L'utilizzo della corologia per differenziare diversi metodi di coltivazione può essere più efficace dato che i gruppi corologici comprendono specie appartenenti a regimi dietetici e sviluppo alare diversi. Infatti sono comprese nel gruppo a Larga Diffusione anche le specie che presentano dieta zoofaga e sviluppo alare brachittero (ad es. Steropus melas, Calathus fuscipes) caratteristiche considerate tipiche di specie di ambienti di ambenti più stabili (Brandmayr, 2005).
Questi risultati supportano una valutazione positiva dell'utilizzo dell'analisi della corologia per la discriminazione di ambienti in relazione al grado di disturbo prodotto dalle attività di produzione agricola.
L'analisi delle componenti principali ha evidenziato l'importanza che riveste il fattore geografico e la gestione dei sistemi colturali (PC1) nell'attribuzione del significato ecologico delle specie che caratterizzano i diversi siti.
In particolare la distanza tra le stazioni collinari e quelle planiziali è strettamente legata a fattori biogeografici ed alla gestione dei vigneti.
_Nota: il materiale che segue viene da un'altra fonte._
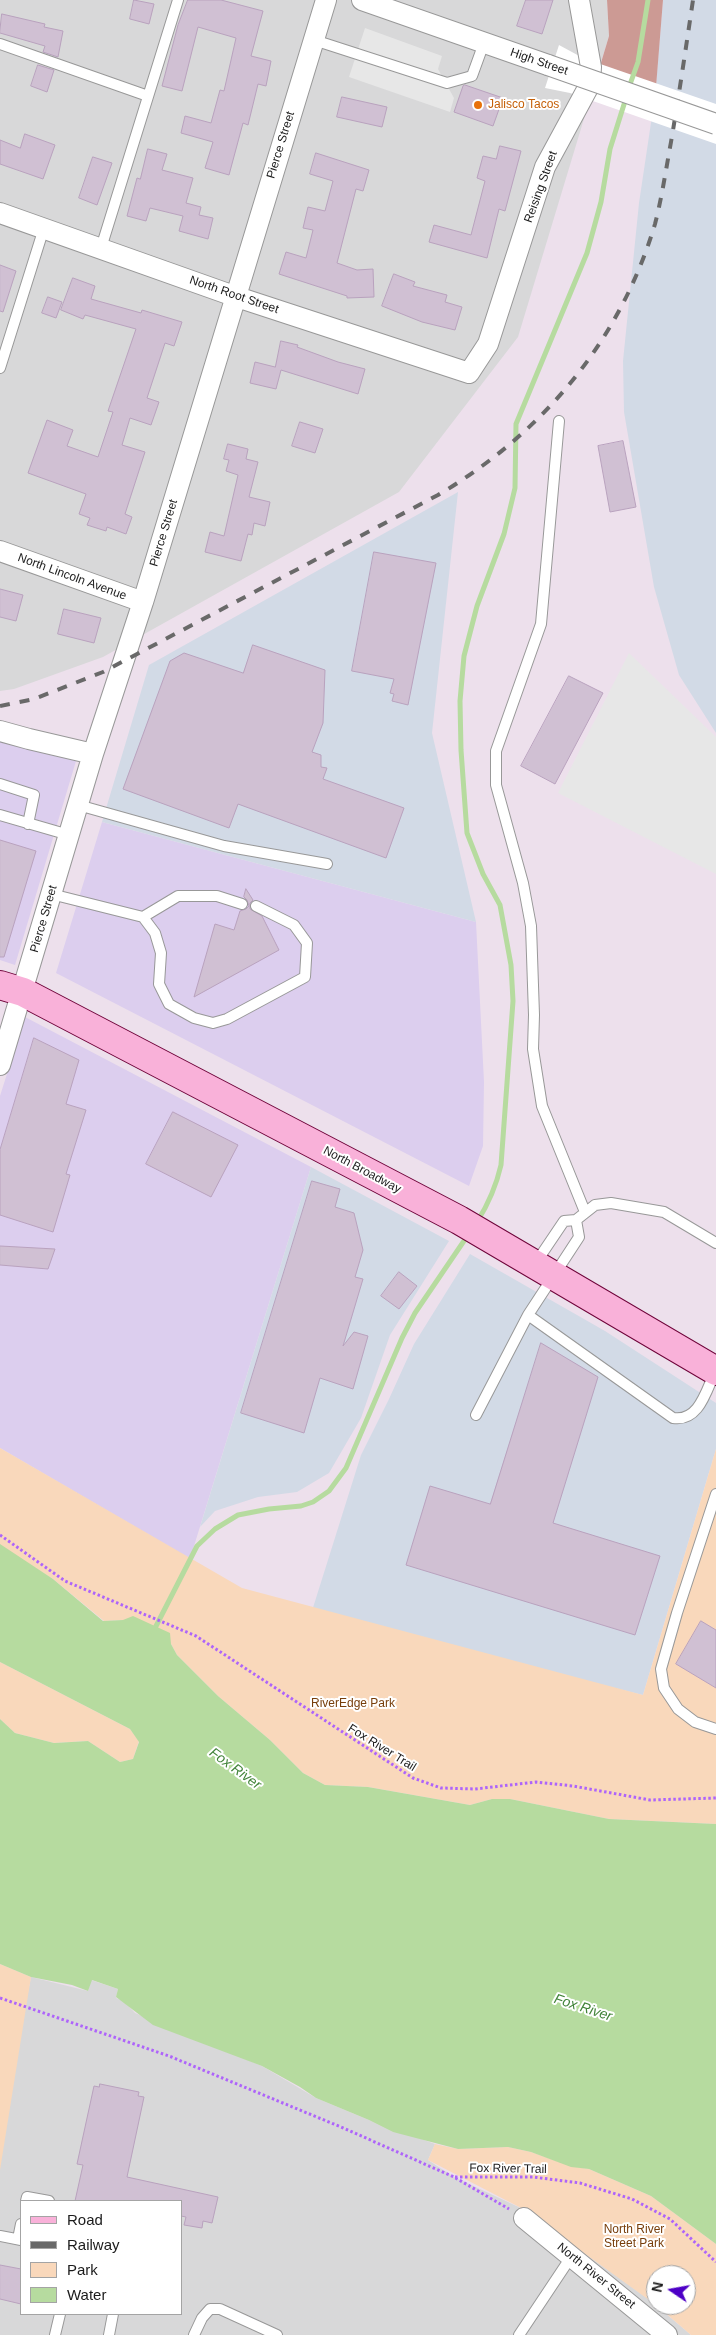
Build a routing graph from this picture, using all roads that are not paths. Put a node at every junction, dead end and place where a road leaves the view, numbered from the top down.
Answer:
1 (178, 0) edge
2 (326, 0) edge
3 (362, 0) edge
4 (580, 0) edge
5 (314, 40) junction
6 (484, 43) junction
7 (0, 44) edge
8 (148, 96) junction
9 (716, 124) edge
10 (0, 213) edge
11 (44, 228) junction
12 (101, 248) junction
13 (234, 296) junction
14 (0, 368) edge
15 (469, 373) joint
16 (559, 421) dead end
17 (0, 551) edge
18 (143, 602) junction
19 (0, 730) edge
20 (93, 754) junction
21 (0, 784) edge
22 (78, 805) junction
23 (0, 815) edge
24 (28, 824) junction
25 (69, 835) junction
26 (327, 864) dead end
27 (51, 894) junction
28 (242, 904) dead end
29 (256, 906) dead end
30 (143, 917) junction
31 (11, 989) edge
32 (0, 1065) edge
33 (585, 1212) junction
34 (576, 1220) junction
35 (716, 1244) edge
36 (544, 1269) junction
37 (528, 1315) junction
38 (716, 1371) edge
39 (476, 1415) dead end
40 (716, 1494) edge
41 (716, 1729) edge
42 (26, 2200) edge
43 (44, 2200) edge
44 (524, 2218) road end
45 (0, 2236) edge
46 (20, 2240) edge
47 (572, 2257) junction
48 (60, 2315) edge
49 (113, 2315) edge
50 (55, 2335) edge
51 (109, 2335) edge
52 (194, 2335) edge
53 (277, 2335) edge
54 (519, 2335) edge
55 (667, 2335) edge

1 - 8 lane
2 - 5 street, Pierce Street
3 - 6 street, High Street
4 - 15 street, Reising Street
5 - 6 lane
5 - 13 street, Pierce Street
6 - 9 street, High Street, bridge
7 - 8 lane
8 - 12 lane
10 - 11 street, North Root Street
11 - 12 street, North Root Street
11 - 14 lane
12 - 13 street, North Root Street
13 - 15 street, North Root Street
13 - 18 street, Pierce Street
16 - 33 lane
17 - 18 street, North Lincoln Avenue
18 - 20 street, Pierce Street
19 - 20 street
20 - 22 street, Pierce Street
21 - 24 lane
22 - 25 street, Pierce Street
22 - 26 lane
23 - 24 lane
24 - 25 lane
25 - 27 street, Pierce Street
27 - 30 lane
27 - 31 street, Pierce Street
28 - 30 lane
29 - 30 lane
31 - 32 street, Pierce Street
31 - 36 main road, North Broadway
33 - 34 lane
33 - 35 lane
34 - 36 lane
34 - 36 lane
36 - 37 lane
36 - 38 main road, North Broadway
37 - 38 lane
37 - 39 lane
40 - 41 lane
42 - 43 lane
44 - 47 street, North River Street
45 - 46 lane
47 - 54 lane
47 - 55 street, North River Street
48 - 50 lane
49 - 51 lane
52 - 53 lane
Infatti nella zona collinare (Org 1 e Conv 1), relativa al Collio del Friuli Venezia Giulia, è presente la pratica periodica di rottura del cotico, a differenza delle aree di pianura (Org 2, Org 3 e Conv 2, Conv 3) dove la gestione dell'inerbimento prevede il solo sfalcio.
L'effetto del disturbo antropico è distribuito principalmente sulla seconda componente (PC2) e permette di distinguere alcuni gruppi di specie indicatrici, molto sensibili per il monitoraggio del disturbo in ambienti coltivati come quelli in esame.
L'effetto positivo sulla qualità-stabilità ambientale della gestione biologica è evidente nei siti di pianura (alta e bassa) in cui risultano determinanti specie vegetali e animali caratteristiche di ambienti più stabili. Al contrario nei siti collinari tale effetto non risulta evidente. Entrambi i siti (Org 1 e Conv 1) sono caratterizzati da un elevato disturbo antropico (Tab 1 e 2 in appendice). Questo è probabilmente imputabile al periodico rimaneggiamento del suolo generalmente applicato nella sistema di gestione dei vigneti
collinari, come evidenziato anche in altri casi di studio (Gago et al., 2007).